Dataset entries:
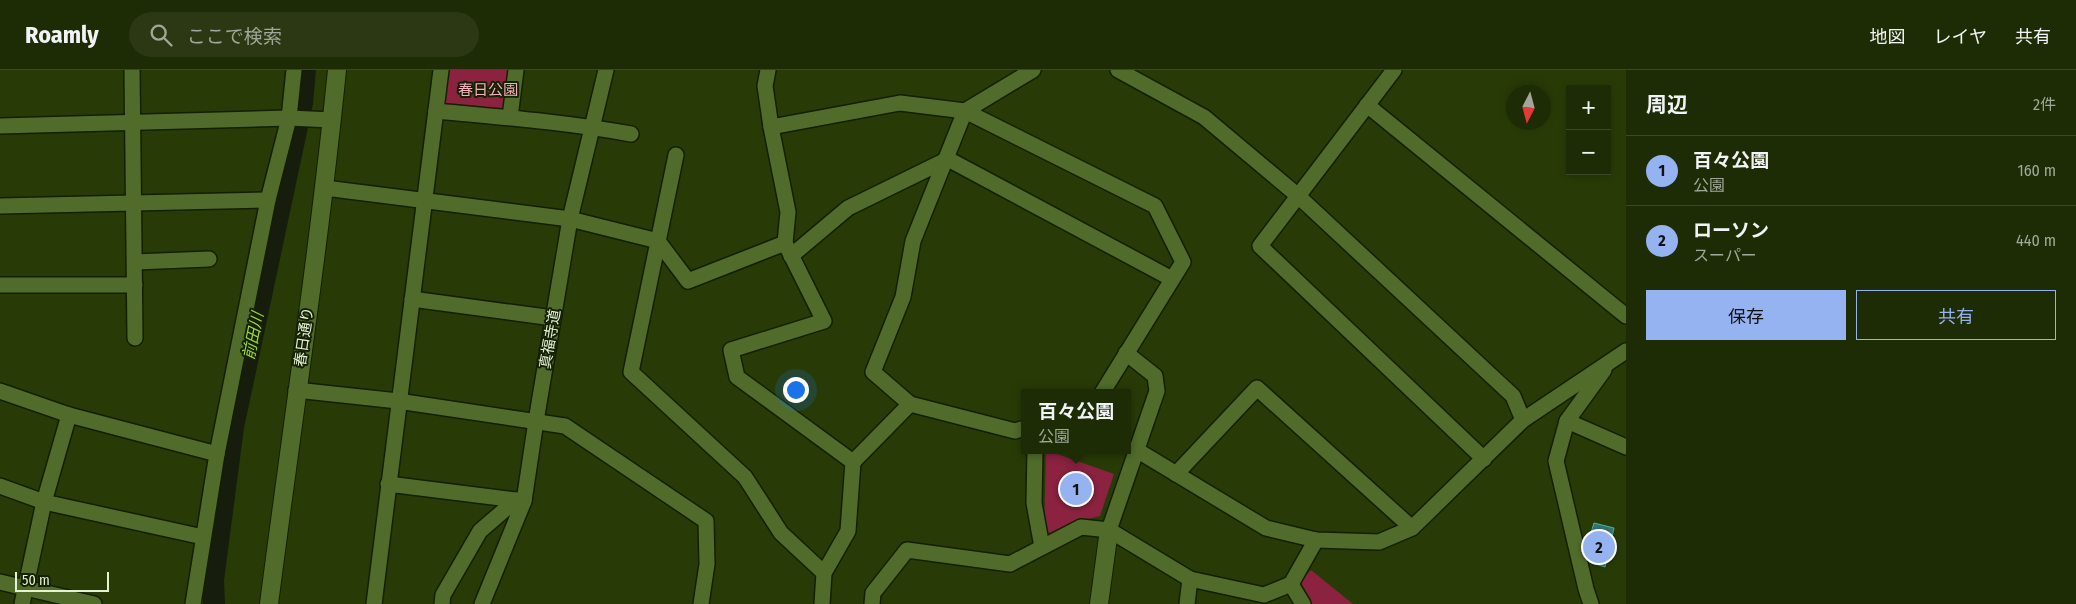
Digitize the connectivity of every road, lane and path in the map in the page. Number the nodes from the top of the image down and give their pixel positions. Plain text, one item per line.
1 (132, 70) edge
2 (294, 70) edge
3 (337, 70) edge
4 (441, 70) edge
5 (516, 70) edge
6 (606, 70) edge
7 (768, 70) edge
8 (1032, 70) edge
9 (1118, 70) edge
10 (1394, 70) edge
11 (1367, 105) junction
12 (436, 111) junction
13 (966, 111) junction
14 (510, 117) junction
15 (289, 118) junction
16 (332, 120) junction
17 (133, 122) junction
18 (0, 126) edge
19 (593, 127) junction
20 (770, 127) junction
21 (630, 134) dead end
22 (676, 155) dead end
23 (948, 158) junction
24 (325, 188) junction
25 (1297, 196) junction
26 (268, 200) junction
27 (426, 201) junction
28 (135, 203) junction
29 (0, 206) edge
30 (570, 219) junction
31 (658, 241) junction
32 (788, 250) junction
33 (209, 259) dead end
34 (135, 262) junction
35 (1172, 279) junction
36 (0, 285) edge
37 (135, 285) junction
38 (412, 299) junction
39 (1626, 316) edge
40 (553, 318) junction
41 (135, 338) dead end
42 (1626, 351) edge
43 (1126, 353) junction
44 (1610, 362) junction
45 (1104, 389) edge
46 (296, 390) junction
47 (0, 391) edge
48 (398, 401) junction
49 (910, 404) junction
50 (69, 415) junction
51 (1523, 420) junction
52 (536, 421) junction
53 (1568, 421) junction
54 (1021, 429) edge
55 (1626, 447) edge
56 (1135, 450) junction
57 (217, 454) junction
58 (1036, 454) edge
59 (1484, 459) junction
60 (853, 462) junction
61 (1176, 474) junction
62 (388, 484) junction
63 (0, 486) edge
64 (520, 500) junction
65 (44, 502) junction
66 (1412, 528) junction
67 (1109, 530) junction
68 (203, 537) junction
69 (1316, 540) junction
70 (1042, 547) junction
71 (824, 573) junction
72 (1190, 579) junction
73 (0, 582) edge
74 (1290, 584) junction
75 (26, 587) junction
76 (1263, 600) edge
77 (22, 604) edge
78 (94, 604) edge
79 (193, 604) edge
80 (269, 604) edge
81 (374, 604) edge
82 (442, 604) edge
83 (482, 604) edge
84 (701, 604) edge
85 (822, 604) edge
86 (872, 604) edge
87 (1099, 604) edge
88 (1187, 604) edge
89 (1302, 604) edge
90 (1591, 604) edge

1 - 17 street
2 - 15 street
3 - 16 street, 春日通り
4 - 12 street
5 - 14 street
6 - 19 street, 真福寺道
7 - 20 street
8 - 13 street
9 - 25 street
10 - 11 street
11 - 25 street
11 - 39 street
12 - 14 street
12 - 27 street
13 - 20 street
13 - 23 street
13 - 35 street
14 - 19 street
15 - 16 street
15 - 17 street
15 - 26 street
16 - 24 street, 春日通り
17 - 18 street
17 - 28 street
19 - 21 street
19 - 30 street, 真福寺道
20 - 32 street
22 - 31 street
23 - 32 street
23 - 35 street
23 - 49 street
24 - 27 street
24 - 46 street, 春日通り
25 - 51 street
25 - 59 street
26 - 28 street
26 - 57 street
27 - 30 street
27 - 38 street
28 - 29 street
28 - 34 street
30 - 31 street
30 - 40 street, 真福寺道
31 - 32 street
31 - 71 street
32 - 60 street
33 - 34 street
34 - 37 street
35 - 43 street
36 - 37 street
37 - 41 street
38 - 40 street
38 - 48 street
40 - 52 street, 真福寺道
42 - 44 street
43 - 45 street
43 - 56 street
44 - 51 street
44 - 53 street
46 - 48 street
46 - 80 street, 春日通り
47 - 50 street
48 - 52 street
48 - 62 street
49 - 54 street
49 - 60 street
50 - 57 street
50 - 65 street
51 - 59 street
52 - 64 street, 真福寺道
52 - 84 street
53 - 55 street
53 - 90 street
56 - 61 street
56 - 67 street
57 - 68 street
58 - 70 street
59 - 66 street
60 - 71 street
61 - 66 street
61 - 69 street
62 - 64 street
62 - 81 street
63 - 65 street
64 - 82 street
64 - 83 street, 真福寺道
65 - 68 street
65 - 75 street
66 - 69 street
67 - 70 street
67 - 72 street
67 - 87 street
68 - 79 street
69 - 74 street
70 - 86 street
71 - 85 street
72 - 76 street
72 - 88 street
73 - 75 street
74 - 76 street
74 - 89 street
75 - 77 street
75 - 78 street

DIRECTIONS:
Reproduce every line above that contains the string "春日通り".

TASK ANSWER:
3 - 16 street, 春日通り
16 - 24 street, 春日通り
24 - 46 street, 春日通り
46 - 80 street, 春日通り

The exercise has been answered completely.